General question about nanny sharing

Anonymous
I know a lot of the moms here on the expectant boards have kids already, so I'm wondering if anyone has insights on setting up a nanny share? I've heard that (unlike daycare!) you can't really do it too far in advance. I'm just curious what makes sense to plan for as far as timing for finding another family & also a nanny. I'm due in mid-Aug, & will probably go back to work sometime in mid-Nov or early Dec. Thanks for any advice!
Anonymous
Where do you live? We are also looking to do a nanny share probably beginning late Nov or early December. We live in North Bethesda.
Anonymous
OP here: I'm in Del Ray/Old Town area
Anonymous
If you can afford it skip the share. Its such a headache dealing with the other parents, and often the nanny ends up dissatisfied with the 4 boss situation.
Anonymous
We really liked doing a share - and it is MUCH more affordable-
If you've got more specific questions, happy to answer -
Anonymous
I live in Glen Echo and am looking to do a nanny share beginning in mid-January.
Anonymous
To answer your question, you could start looking for a share family sooner rather than later, but you won't be able to find a nanny until 4 to 6 weeks before. We did a share and were very happy with the arrangement. Some things to consider:

- location, location, location. Someone suggested to us that this was the number one priority when setting one up, and I have to agree. The other family lived less than 2 blocks away.
- Where. While I initially thought us hosting full time would be a bonus in terms of our time, I had underestimated the cost of having two toddlers in our house full time. Toys lost, couch drawn on, and just the cleaning side of it all.
- Relationship between families. We got on very well with the other family and are still friends, however they did have different expectations in terms of pay, benefits and communication with the nanny. I became the full time go between and it got old very fast. Before you begin interviewing nannies make sure you agree the terms and how high you would go for the right candidate.
- The nanny. I think for a successful share you do really need a super flexible nanny. We were incredibly lucky to have one who was willing to roll with the punches and changes that are inevitable with two kids and four parents. But this is not the job for every nanny. You certainly need a high energy person, but also one who is not rigid in terms of schedule, etc.

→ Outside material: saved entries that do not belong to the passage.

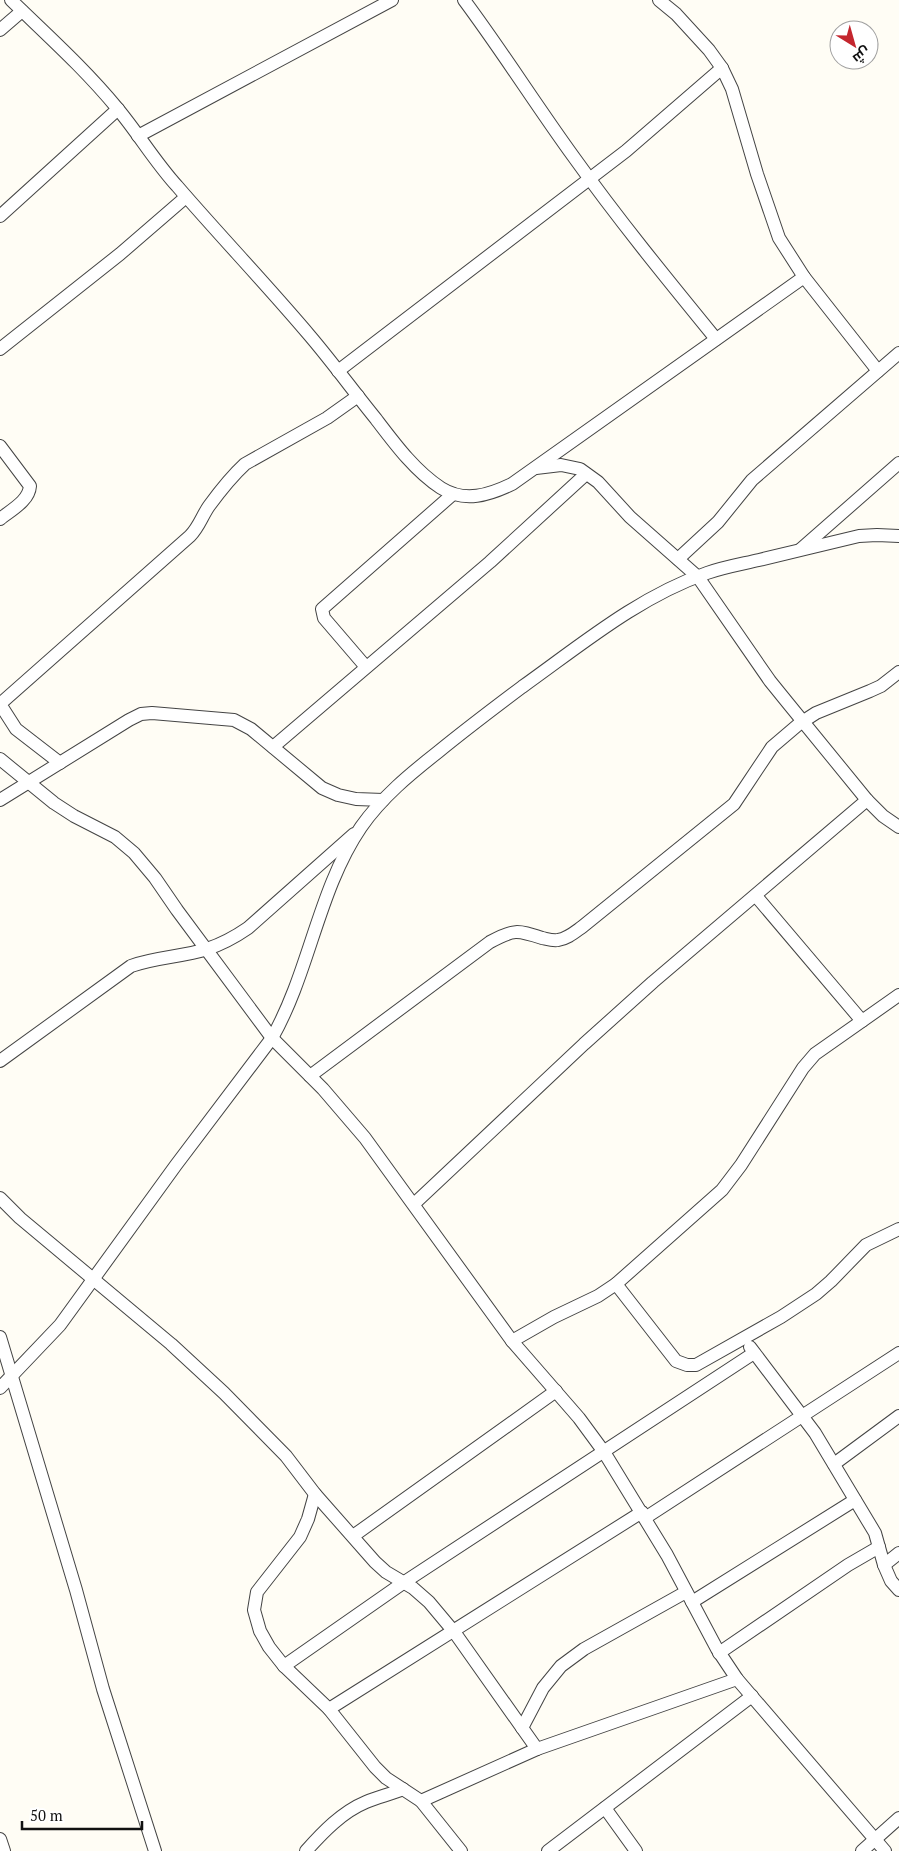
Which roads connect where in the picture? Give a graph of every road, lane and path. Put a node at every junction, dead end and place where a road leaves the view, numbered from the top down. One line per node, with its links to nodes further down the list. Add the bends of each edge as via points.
1 (11, 0): 5 (street)
2 (392, 0): 9 (street)
3 (464, 0): 10 (street)
4 (659, 0): 7 (street, via 676,14)
5 (22, 11): 6 (street); 8 (street)
6 (0, 30)
7 (722, 68): 10 (street); 13 (street, via 732,89 779,238)
8 (118, 108): 9 (street); 12 (street)
9 (138, 136): 11 (street)
10 (590, 179): 14 (street, via 644,252); 17 (street)
11 (186, 197): 15 (street); 17 (street, via 274,293)
12 (0, 216)
13 (804, 276): 14 (street); 18 (street)
14 (716, 339): 22 (street)
15 (0, 349)
16 (899, 353): 18 (street)
17 (338, 371): 19 (street)
18 (878, 371): 28 (street, via 752,480 718,522)
19 (358, 396): 24 (street, via 400,451 427,477); 35 (street, via 327,418 245,464 208,507 190,536 0,704 16,729)
20 (0, 446): 25 (street, via 30,486 25,498)
21 (899, 463): 27 (street)
22 (535, 468): 23 (street, via 560,465 580,469); 24 (street, via 491,494 471,497)
23 (586, 474): 28 (street); 30 (street, via 490,562)
24 (453, 494): 30 (street, via 322,609 324,618)
25 (0, 519)
26 (899, 536): 27 (street, via 859,536)
27 (800, 550): 29 (street)
28 (678, 559): 29 (street)
29 (698, 576): 32 (street, via 770,681); 38 (street, via 644,602 610,624 480,718)
30 (366, 667): 33 (street)
31 (899, 672): 32 (street, via 870,691)
32 (803, 721): 39 (street); 48 (street, via 772,747 734,804 582,927 558,940 520,931 504,934)
33 (273, 747): 35 (street, via 234,720 152,713 129,720); 38 (street, via 322,788 338,795)
34 (0, 759): 36 (street)
35 (60, 763): 36 (street)
36 (29, 782): 37 (street); 43 (street, via 74,816 115,837 134,853)
37 (0, 800)
38 (383, 800): 40 (street)
39 (867, 800): 41 (street); 42 (street)
40 (361, 827): 43 (street, via 248,928); 46 (street, via 344,858 284,1017)
41 (899, 828)
42 (756, 896): 45 (street); 50 (street, via 632,1001)
43 (206, 950): 46 (street); 47 (street, via 131,966)
44 (899, 995): 45 (street)
45 (862, 1021): 53 (street, via 815,1054 803,1068 722,1190)
46 (272, 1038): 48 (street); 52 (street)
47 (0, 1060)
48 (310, 1076): 50 (street, via 365,1138)
49 (0, 1198): 52 (street)
50 (414, 1204): 56 (street)
51 (899, 1229): 55 (street, via 866,1245 816,1294)
52 (94, 1279): 59 (street, via 60,1324); 66 (street, via 224,1393 286,1456)
53 (616, 1284): 55 (street, via 676,1361 687,1366 696,1366); 56 (street)
54 (0, 1337): 59 (street)
55 (744, 1339): 57 (street)
56 (512, 1341): 61 (street)
57 (754, 1353): 63 (street); 64 (street)
58 (899, 1353): 63 (street)
59 (12, 1376): 60 (street); 91 (street, via 103,1689)
60 (0, 1388)
61 (556, 1391): 64 (street); 69 (street)
62 (899, 1416): 65 (street)
63 (803, 1417): 65 (street); 68 (street)
64 (604, 1452): 68 (street); 73 (street)
65 (834, 1464): 67 (street)
66 (315, 1494): 69 (street); 78 (street, via 300,1537 257,1592 254,1610 260,1631)
67 (855, 1500): 70 (street); 75 (street)
68 (644, 1515): 75 (street); 76 (street)
69 (353, 1536): 73 (street, via 386,1572)
70 (879, 1547): 72 (street); 77 (street)
71 (899, 1553): 72 (street)
72 (884, 1565): 74 (street)
73 (404, 1582): 76 (street, via 429,1602); 78 (street)
74 (899, 1590)
75 (689, 1597): 77 (street); 82 (street, via 584,1649 561,1666 543,1688)
76 (453, 1630): 81 (street); 82 (street)
77 (719, 1653): 79 (street)
78 (284, 1666): 81 (street)
79 (737, 1679): 80 (street); 83 (street)
80 (752, 1696): 86 (street); 89 (street)
81 (330, 1709): 84 (street, via 375,1767)
82 (522, 1728): 83 (street)
83 (537, 1749): 85 (street)
84 (403, 1789): 85 (street); 92 (street, via 354,1808 332,1823)
85 (421, 1801): 93 (street)
86 (605, 1808): 94 (street); 95 (street)
87 (899, 1818): 89 (street)
88 (0, 1839): 90 (street)
89 (874, 1839): 96 (street); 97 (street)
90 (4, 1851)
91 (155, 1851)
92 (306, 1851)
93 (460, 1851)
94 (548, 1851)
95 (636, 1851)
96 (862, 1851)
97 (885, 1851)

I'm sure I've left some things out, but these are the ones I remember.

Good Luck!
Anonymous
We started in a nanny share - we stayed in that share for about 9 months. The other mom decided to be a full time mom so we kept our nanny and looked for another family.

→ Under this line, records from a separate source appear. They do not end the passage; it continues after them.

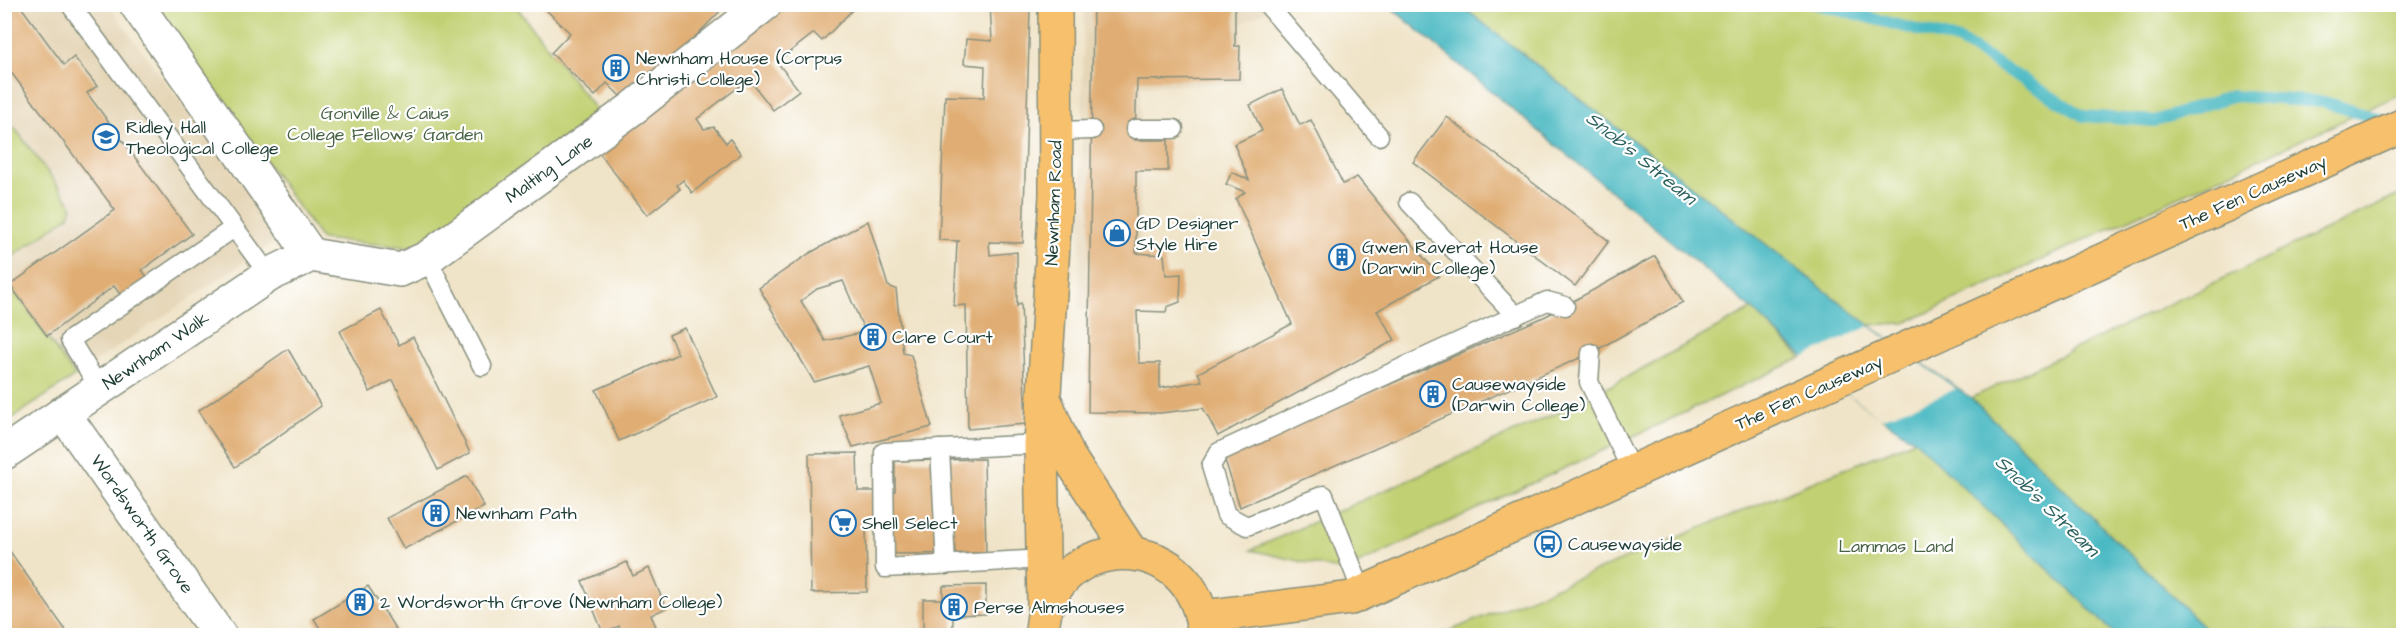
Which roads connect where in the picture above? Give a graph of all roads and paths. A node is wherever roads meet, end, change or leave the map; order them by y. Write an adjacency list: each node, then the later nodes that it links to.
1 (70, 4): 13 (lane)
2 (136, 4): 14 (street)
3 (765, 4): 15 (street, Malting Lane)
4 (1055, 4): 10 (main road, Newnham Road)
5 (1267, 4): 11 (lane)
6 (2403, 125): 31 (main road, The Fen Causeway)
7 (1135, 129): 8 (lane)
8 (1174, 129)
9 (1092, 130): 10 (lane)
10 (1057, 131): 22 (main road, Newnham Road)
11 (1379, 136)
12 (1409, 202): 18 (lane)
13 (234, 228): 16 (lane); 21 (lane)
14 (311, 255): 15 (street, Malting Lane); 16 (street, Newnham Walk)
15 (427, 258): 20 (lane)
16 (269, 275): 21 (street, Newnham Walk)
17 (1565, 306): 18 (lane)
18 (1516, 316): 31 (lane)
19 (1592, 353): 27 (lane)
20 (482, 366)
21 (100, 388): 23 (street, Newnham Walk)
22 (1045, 401): 24 (main road, Newnham Road); 28 (main road, Newnham Road)
23 (63, 413): 26 (street, Newnham Walk); 34 (street, Wordsworth Grove)
24 (1041, 444): 25 (lane); 29 (main road, Newnham Road)
25 (940, 449): 30 (lane); 30 (lane)
26 (4, 453)
27 (1625, 456)
28 (1131, 552): 32 (main road); 33 (main road)
29 (1042, 559): 30 (lane); 32 (main road, Newnham Road)
30 (946, 565)
31 (1362, 592): 33 (main road, The Fen Causeway)
32 (1043, 621)
33 (1204, 626)
34 (220, 636)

We LOVED the second family we shared with - again for about 9 months. That mom decided to become full time mom when she discovered she was pregnant. Again, we kept our nanny and looked for another family.

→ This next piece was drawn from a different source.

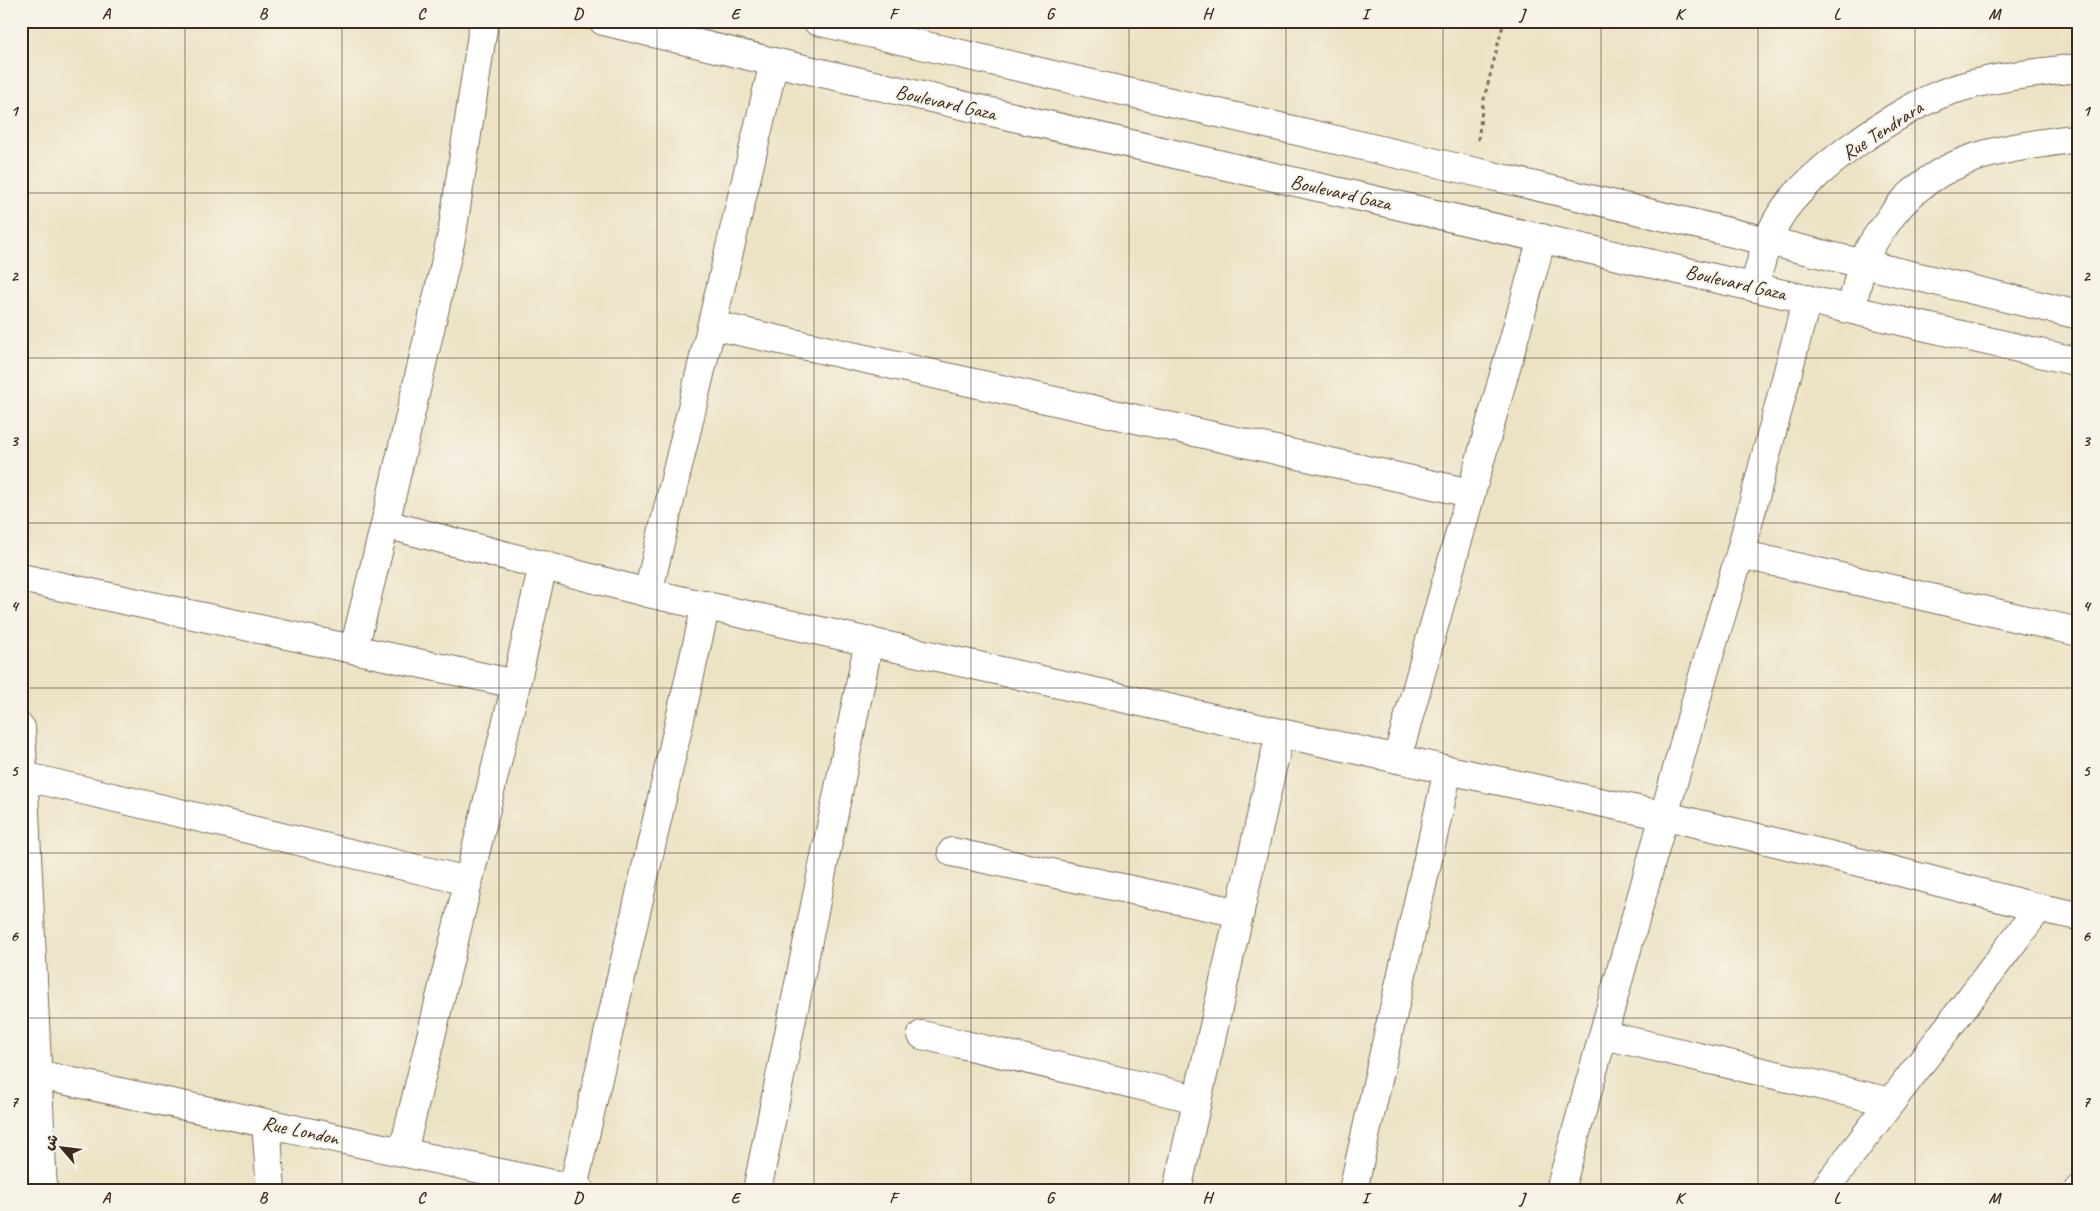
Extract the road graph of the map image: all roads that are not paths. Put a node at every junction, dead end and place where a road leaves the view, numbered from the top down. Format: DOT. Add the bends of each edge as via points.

The third family was terrible. After about 6 months, our nanny and I agreed it was time to confront the other family with our issues. After speaking with the other family, our nanny and I decided that it was in our best interest to terminate the arrangement.

By that time, I discovered I was pregnant. We decided to not look for another family so we increased our nanny's hours and wage.

Personnally, I really think our daughter benefited from the nanny share. She got used to sharing time and toys with another child. In the first arrangement, she was the younger child. In the second arrangement, she was the same age as the other child. In the third arrangement, she was the older child.